The only thing Ploehn has done is guarantee even more attention to her agency's failings in these cases (and less time to examine all those other failings involving wrongful removal). Here's what probably happens now:

  • The follow-up story, in which other counties are canvassed about their policies and reveal that none of the big ones is as restrictive as Los Angeles.
  • Other news organizations rally 'round (both because it's right and because of self-interest), so the Times findings to this point get even more publicity, and DCFS is condemned on editorial pages across the state.
  • The files start to leak, courtesy of DCFS caseworkers who don't like how a case was handled. All of part of one case file suddenly turns up in the mail. Or caseworkers phone in tips about how a case was handled. So instead of one big story about each case there are several – and they may be less accurate than one that is backed up by a complete case file. Then the process repeats with another case file, and another.
  • Everything DCFS does, good or bad, is even more suspect than it is now, because the agency has adopted what amounts to a blanket policy of "take our word for it."


Once again, Los Angeles should be learning from Florida. Although that state has open courts, the state's Department of Children and Families long had a bunker mentality. The comment was always no comment, and DCF would fight tooth and nail to keep records a secret.

That all changed when Republican Gov. Charlie Crist named one of the state's most popular Democrats, Bob Butterworth, to run DCF. Butterworth threw open the doors.

In Florida, records in death cases can only be released by the courts. Before Butterworth, news organizations would petition to release the records, and DCF would fight them every step of the way. Under Butterworth, and his successor, George Sheldon, DCF typically joins the news organizations in asking that records be open.

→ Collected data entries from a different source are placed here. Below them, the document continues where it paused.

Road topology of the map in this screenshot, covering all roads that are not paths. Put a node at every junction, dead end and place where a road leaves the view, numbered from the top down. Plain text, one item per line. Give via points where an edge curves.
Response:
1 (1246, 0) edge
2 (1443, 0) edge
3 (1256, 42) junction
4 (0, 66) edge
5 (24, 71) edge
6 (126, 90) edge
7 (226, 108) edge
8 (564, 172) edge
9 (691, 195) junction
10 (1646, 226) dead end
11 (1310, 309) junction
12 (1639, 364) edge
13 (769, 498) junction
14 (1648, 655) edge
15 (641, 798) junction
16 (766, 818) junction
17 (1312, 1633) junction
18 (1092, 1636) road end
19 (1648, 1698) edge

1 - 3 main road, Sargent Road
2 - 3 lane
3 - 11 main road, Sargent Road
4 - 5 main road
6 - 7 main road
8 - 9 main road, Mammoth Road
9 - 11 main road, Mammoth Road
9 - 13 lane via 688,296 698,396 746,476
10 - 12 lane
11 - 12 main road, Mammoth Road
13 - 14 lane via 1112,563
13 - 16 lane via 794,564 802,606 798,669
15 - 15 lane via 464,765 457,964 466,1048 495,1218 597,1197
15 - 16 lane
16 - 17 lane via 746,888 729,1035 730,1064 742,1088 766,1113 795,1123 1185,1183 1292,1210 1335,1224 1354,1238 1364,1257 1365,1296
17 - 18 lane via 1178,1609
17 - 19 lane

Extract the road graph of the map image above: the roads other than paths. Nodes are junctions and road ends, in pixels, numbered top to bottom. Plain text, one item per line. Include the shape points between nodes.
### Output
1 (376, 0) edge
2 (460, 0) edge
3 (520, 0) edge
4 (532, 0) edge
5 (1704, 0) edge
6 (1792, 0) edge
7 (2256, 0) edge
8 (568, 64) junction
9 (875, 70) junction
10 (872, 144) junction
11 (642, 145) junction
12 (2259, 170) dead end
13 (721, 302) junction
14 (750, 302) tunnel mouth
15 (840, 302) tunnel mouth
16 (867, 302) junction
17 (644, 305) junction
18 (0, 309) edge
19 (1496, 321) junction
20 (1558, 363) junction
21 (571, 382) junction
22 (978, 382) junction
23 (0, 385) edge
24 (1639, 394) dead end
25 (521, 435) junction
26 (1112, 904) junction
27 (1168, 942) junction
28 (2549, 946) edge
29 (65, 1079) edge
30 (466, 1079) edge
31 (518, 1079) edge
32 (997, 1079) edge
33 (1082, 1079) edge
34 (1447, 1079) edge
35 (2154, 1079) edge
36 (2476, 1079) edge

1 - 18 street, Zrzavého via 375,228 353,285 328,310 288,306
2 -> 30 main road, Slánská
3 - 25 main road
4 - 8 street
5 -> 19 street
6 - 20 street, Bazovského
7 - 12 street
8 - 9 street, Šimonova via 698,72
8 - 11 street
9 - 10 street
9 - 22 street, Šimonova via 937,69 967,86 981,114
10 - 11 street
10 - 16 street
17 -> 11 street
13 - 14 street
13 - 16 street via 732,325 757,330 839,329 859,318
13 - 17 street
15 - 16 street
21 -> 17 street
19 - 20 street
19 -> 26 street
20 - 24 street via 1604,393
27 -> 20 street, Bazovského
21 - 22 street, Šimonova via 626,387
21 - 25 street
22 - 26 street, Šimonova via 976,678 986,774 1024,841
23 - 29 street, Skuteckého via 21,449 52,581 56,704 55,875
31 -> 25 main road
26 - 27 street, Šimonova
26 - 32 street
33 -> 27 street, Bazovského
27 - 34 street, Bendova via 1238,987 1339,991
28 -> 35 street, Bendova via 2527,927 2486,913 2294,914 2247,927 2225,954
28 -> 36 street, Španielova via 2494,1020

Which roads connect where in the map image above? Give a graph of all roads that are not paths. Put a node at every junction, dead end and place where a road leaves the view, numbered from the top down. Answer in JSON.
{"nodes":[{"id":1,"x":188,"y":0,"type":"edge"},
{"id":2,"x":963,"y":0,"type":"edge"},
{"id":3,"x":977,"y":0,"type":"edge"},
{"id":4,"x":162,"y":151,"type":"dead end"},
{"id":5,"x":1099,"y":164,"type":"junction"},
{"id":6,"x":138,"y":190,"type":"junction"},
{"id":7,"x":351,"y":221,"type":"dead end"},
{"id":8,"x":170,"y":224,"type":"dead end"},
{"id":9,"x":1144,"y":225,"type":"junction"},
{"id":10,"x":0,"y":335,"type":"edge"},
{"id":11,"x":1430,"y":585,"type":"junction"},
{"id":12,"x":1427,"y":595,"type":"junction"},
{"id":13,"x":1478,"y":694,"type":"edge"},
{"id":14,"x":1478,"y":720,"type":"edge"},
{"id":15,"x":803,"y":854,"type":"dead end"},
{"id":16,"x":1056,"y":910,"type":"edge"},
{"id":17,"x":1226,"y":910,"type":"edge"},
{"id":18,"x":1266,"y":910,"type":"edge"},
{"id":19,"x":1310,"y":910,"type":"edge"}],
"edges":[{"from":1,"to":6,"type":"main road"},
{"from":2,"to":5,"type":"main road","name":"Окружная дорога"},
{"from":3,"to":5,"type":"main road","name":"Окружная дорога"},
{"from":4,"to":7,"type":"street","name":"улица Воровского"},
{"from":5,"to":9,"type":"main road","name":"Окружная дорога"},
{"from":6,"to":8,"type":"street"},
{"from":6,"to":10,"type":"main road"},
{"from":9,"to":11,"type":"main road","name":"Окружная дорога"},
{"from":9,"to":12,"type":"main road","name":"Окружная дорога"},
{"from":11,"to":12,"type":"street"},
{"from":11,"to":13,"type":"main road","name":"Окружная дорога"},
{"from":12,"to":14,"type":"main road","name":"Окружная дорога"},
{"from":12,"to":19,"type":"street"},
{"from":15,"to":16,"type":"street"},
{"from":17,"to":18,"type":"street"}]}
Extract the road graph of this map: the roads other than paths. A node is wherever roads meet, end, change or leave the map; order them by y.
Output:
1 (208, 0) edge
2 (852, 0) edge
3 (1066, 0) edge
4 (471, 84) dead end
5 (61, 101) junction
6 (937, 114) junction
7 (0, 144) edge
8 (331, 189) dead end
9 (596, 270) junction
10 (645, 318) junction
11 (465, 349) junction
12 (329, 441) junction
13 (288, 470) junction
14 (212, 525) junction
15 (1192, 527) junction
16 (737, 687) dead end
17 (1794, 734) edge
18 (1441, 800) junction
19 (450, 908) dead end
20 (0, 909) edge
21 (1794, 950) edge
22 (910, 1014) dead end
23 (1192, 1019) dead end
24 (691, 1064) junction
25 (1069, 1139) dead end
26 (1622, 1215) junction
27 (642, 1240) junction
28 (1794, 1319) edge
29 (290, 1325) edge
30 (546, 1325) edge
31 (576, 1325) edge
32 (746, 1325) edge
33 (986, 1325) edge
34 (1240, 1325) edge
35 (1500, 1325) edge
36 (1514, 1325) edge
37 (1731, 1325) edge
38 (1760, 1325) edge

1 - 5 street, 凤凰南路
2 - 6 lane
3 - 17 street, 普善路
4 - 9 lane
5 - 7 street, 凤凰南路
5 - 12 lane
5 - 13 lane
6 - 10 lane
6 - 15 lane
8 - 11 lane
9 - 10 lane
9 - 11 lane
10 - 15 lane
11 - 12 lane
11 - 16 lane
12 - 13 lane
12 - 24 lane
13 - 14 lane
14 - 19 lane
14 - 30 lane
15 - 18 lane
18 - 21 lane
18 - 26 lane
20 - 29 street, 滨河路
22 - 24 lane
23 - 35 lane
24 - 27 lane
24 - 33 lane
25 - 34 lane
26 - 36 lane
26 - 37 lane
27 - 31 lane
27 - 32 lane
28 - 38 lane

While laws on confidentiality have not been changed, the policy is to interpret those laws in ways that always give the benefit of the doubt to openness.

And when the tragic death of a foster child raised questions about the misuse and overuse of psychiatric medications, DCF created a special section of its website devoted to the case, posted the results of its own and other investigations, and even included links to news stories critical of DCF.

The message was simple: We know this agency has been a mess. We're going to clean it up and we're going to show you what we're doing every step of the way.

Of course, openness about failures is not enough. You also have to fix the failures. But the openness created something DCF never had before - a reservoir of goodwill with the state's media. That bought Butterworth and now Sheldon some time to begin the long, slow process of turning around what was once one of the most prominent examples of child welfare failure.

It hasn't stopped all the cheap shot stories; I cited some on this blog last year. But when DCF started showing substantive improvement, the agency got at least some of the credit it deserved, (here's a good example, from Jacksonville). When Butterworth resigned he was the first DCF director in nearly a decade to leave voluntarily, and editorial writers around the state wrote about how sorry they were to see him go.

UPDATE, FEB. 14: And, as the Miami Herald reported today, Sheldon is getting credit for continuing the improvements:

Even the agency's longtime critics are now calling the DCF one of the better agencies in state government.
Sheldon inherited problems, said the Florida Children's Campaign director Roy Miller. "When you inherit problems and you don't do anything about them, when you cover them up, when you misrepresent — that's when we, as a watchdog group, bark."
"That's not the case with George Sheldon," Miller added.

You can't get results like that from a bunker.